■ **Exercise requirements**:
Look for the word "İvedik" in the material below, then report each line where it occurs.

■ **Given records**:
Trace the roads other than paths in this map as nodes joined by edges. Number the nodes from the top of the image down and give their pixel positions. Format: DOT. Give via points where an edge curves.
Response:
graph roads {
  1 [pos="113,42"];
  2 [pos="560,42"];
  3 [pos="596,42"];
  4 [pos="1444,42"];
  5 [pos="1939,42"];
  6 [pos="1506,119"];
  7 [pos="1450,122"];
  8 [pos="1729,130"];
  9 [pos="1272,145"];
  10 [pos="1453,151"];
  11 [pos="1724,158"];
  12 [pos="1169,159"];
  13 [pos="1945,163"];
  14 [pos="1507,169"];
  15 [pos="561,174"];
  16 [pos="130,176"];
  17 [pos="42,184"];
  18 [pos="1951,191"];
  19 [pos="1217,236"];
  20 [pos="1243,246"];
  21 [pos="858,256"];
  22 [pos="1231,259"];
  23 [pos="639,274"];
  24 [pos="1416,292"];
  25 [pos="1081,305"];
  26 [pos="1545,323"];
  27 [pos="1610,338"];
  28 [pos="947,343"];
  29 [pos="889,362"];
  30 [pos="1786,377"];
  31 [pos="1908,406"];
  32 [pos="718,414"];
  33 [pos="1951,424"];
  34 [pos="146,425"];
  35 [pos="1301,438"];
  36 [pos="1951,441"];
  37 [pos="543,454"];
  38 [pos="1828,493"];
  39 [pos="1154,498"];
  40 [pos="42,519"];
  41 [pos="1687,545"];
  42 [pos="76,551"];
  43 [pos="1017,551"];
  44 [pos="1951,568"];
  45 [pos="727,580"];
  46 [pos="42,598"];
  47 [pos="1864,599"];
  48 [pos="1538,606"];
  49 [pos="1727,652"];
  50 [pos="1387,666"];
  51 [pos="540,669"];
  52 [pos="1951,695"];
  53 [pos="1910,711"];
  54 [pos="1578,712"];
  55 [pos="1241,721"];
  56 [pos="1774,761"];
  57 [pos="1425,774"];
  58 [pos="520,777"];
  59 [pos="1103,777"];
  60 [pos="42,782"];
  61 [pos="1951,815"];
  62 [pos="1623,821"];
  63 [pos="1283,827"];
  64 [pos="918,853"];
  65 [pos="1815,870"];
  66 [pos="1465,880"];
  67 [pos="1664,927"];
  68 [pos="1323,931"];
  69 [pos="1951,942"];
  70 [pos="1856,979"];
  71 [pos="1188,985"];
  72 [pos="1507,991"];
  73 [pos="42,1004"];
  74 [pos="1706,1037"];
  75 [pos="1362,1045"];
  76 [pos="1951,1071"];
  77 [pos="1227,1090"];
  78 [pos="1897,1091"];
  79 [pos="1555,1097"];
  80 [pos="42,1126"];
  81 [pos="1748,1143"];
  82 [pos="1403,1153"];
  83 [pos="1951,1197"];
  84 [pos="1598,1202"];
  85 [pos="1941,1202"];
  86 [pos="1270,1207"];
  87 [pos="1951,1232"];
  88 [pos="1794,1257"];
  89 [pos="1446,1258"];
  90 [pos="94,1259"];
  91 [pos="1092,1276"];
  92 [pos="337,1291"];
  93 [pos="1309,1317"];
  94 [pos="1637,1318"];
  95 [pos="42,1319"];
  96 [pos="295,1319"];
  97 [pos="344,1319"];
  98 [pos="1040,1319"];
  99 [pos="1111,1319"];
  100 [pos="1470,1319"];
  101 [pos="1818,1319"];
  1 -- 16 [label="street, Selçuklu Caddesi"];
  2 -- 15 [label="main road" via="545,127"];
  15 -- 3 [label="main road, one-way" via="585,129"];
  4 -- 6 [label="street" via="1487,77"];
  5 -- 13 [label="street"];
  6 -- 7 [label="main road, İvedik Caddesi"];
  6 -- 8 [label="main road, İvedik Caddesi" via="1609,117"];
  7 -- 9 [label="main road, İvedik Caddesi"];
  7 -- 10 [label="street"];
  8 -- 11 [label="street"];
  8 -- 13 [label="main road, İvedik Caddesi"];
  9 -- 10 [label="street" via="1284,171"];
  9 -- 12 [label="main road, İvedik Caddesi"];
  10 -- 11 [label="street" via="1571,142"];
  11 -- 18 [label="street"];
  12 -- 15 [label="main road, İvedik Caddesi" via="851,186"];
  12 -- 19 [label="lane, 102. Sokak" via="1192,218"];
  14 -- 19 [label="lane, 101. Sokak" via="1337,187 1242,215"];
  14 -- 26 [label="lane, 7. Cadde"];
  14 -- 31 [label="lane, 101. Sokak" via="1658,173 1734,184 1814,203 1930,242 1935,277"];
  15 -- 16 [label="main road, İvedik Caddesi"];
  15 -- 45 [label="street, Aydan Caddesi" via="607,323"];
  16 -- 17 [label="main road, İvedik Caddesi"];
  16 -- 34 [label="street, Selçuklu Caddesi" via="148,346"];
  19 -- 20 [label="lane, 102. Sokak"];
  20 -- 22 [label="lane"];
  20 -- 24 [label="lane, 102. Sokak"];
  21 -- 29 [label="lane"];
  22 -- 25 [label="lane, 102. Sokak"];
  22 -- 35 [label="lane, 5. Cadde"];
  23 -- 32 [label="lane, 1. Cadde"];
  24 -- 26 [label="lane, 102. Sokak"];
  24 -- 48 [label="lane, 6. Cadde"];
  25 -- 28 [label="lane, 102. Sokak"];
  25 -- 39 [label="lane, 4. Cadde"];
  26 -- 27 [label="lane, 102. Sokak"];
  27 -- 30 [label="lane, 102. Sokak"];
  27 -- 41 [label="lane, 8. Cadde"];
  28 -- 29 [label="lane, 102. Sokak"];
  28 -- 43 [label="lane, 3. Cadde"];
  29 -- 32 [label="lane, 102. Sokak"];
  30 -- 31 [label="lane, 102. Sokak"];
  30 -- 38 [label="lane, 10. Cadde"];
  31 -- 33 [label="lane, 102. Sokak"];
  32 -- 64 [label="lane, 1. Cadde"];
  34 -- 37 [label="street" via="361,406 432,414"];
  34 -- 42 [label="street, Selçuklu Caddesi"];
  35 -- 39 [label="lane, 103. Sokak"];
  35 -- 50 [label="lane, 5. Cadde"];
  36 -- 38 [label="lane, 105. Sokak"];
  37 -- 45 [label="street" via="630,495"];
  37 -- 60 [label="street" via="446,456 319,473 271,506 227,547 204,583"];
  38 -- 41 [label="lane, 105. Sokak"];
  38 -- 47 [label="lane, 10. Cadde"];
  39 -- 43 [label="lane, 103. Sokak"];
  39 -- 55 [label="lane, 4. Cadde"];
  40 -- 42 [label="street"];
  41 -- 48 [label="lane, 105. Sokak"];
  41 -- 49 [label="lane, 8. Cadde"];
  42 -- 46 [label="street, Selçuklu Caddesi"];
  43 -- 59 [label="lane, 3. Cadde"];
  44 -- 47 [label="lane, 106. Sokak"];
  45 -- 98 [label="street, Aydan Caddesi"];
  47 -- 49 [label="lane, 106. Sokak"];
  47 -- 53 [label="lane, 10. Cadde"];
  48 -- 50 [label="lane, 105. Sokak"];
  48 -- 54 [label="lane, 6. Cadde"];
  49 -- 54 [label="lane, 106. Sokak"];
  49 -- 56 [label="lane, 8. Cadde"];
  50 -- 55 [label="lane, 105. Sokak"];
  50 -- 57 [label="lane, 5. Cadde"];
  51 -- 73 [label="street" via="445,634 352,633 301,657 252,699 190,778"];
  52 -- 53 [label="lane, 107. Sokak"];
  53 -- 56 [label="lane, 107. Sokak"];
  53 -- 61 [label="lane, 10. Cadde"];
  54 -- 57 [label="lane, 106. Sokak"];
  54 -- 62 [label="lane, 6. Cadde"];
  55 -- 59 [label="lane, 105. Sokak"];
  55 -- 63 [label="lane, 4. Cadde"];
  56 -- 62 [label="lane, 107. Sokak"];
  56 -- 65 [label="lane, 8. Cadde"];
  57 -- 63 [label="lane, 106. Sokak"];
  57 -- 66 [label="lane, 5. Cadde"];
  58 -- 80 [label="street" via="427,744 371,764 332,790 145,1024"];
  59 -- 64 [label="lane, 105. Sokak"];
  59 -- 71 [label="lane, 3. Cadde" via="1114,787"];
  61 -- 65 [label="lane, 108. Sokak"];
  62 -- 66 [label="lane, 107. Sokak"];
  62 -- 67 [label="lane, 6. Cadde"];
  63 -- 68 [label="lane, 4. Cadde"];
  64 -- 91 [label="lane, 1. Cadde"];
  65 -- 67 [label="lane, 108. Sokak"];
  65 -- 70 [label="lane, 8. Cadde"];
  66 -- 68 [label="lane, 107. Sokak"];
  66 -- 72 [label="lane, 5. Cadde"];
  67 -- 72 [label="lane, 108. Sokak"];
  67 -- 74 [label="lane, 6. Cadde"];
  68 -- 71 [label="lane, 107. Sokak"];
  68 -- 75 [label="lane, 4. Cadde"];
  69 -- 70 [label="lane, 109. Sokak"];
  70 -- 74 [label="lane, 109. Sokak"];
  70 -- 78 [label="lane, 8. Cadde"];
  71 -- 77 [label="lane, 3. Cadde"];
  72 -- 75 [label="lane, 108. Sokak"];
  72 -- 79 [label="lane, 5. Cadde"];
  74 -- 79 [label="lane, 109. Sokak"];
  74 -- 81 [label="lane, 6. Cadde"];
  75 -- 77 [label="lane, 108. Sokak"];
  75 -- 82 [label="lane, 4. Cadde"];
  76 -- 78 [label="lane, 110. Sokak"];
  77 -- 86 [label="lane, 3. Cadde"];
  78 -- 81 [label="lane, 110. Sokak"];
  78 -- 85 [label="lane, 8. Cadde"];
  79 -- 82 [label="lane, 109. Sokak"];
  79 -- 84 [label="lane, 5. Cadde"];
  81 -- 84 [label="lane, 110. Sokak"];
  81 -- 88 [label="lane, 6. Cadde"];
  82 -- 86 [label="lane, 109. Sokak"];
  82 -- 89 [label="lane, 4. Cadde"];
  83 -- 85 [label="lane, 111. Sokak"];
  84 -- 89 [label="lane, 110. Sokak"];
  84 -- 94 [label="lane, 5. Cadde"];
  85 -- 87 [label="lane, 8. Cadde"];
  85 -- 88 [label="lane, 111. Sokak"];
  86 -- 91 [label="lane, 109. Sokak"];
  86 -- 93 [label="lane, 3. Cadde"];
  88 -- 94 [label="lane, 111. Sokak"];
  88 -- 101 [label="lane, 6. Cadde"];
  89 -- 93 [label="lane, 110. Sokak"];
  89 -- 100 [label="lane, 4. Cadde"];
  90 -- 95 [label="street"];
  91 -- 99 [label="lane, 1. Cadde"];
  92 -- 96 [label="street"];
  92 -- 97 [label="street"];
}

■ **Final answer**:
  6 -- 7 [label="main road, İvedik Caddesi"];
  6 -- 8 [label="main road, İvedik Caddesi" via="1609,117"];
  7 -- 9 [label="main road, İvedik Caddesi"];
  8 -- 13 [label="main road, İvedik Caddesi"];
  9 -- 12 [label="main road, İvedik Caddesi"];
  12 -- 15 [label="main road, İvedik Caddesi" via="851,186"];
  15 -- 16 [label="main road, İvedik Caddesi"];
  16 -- 17 [label="main road, İvedik Caddesi"];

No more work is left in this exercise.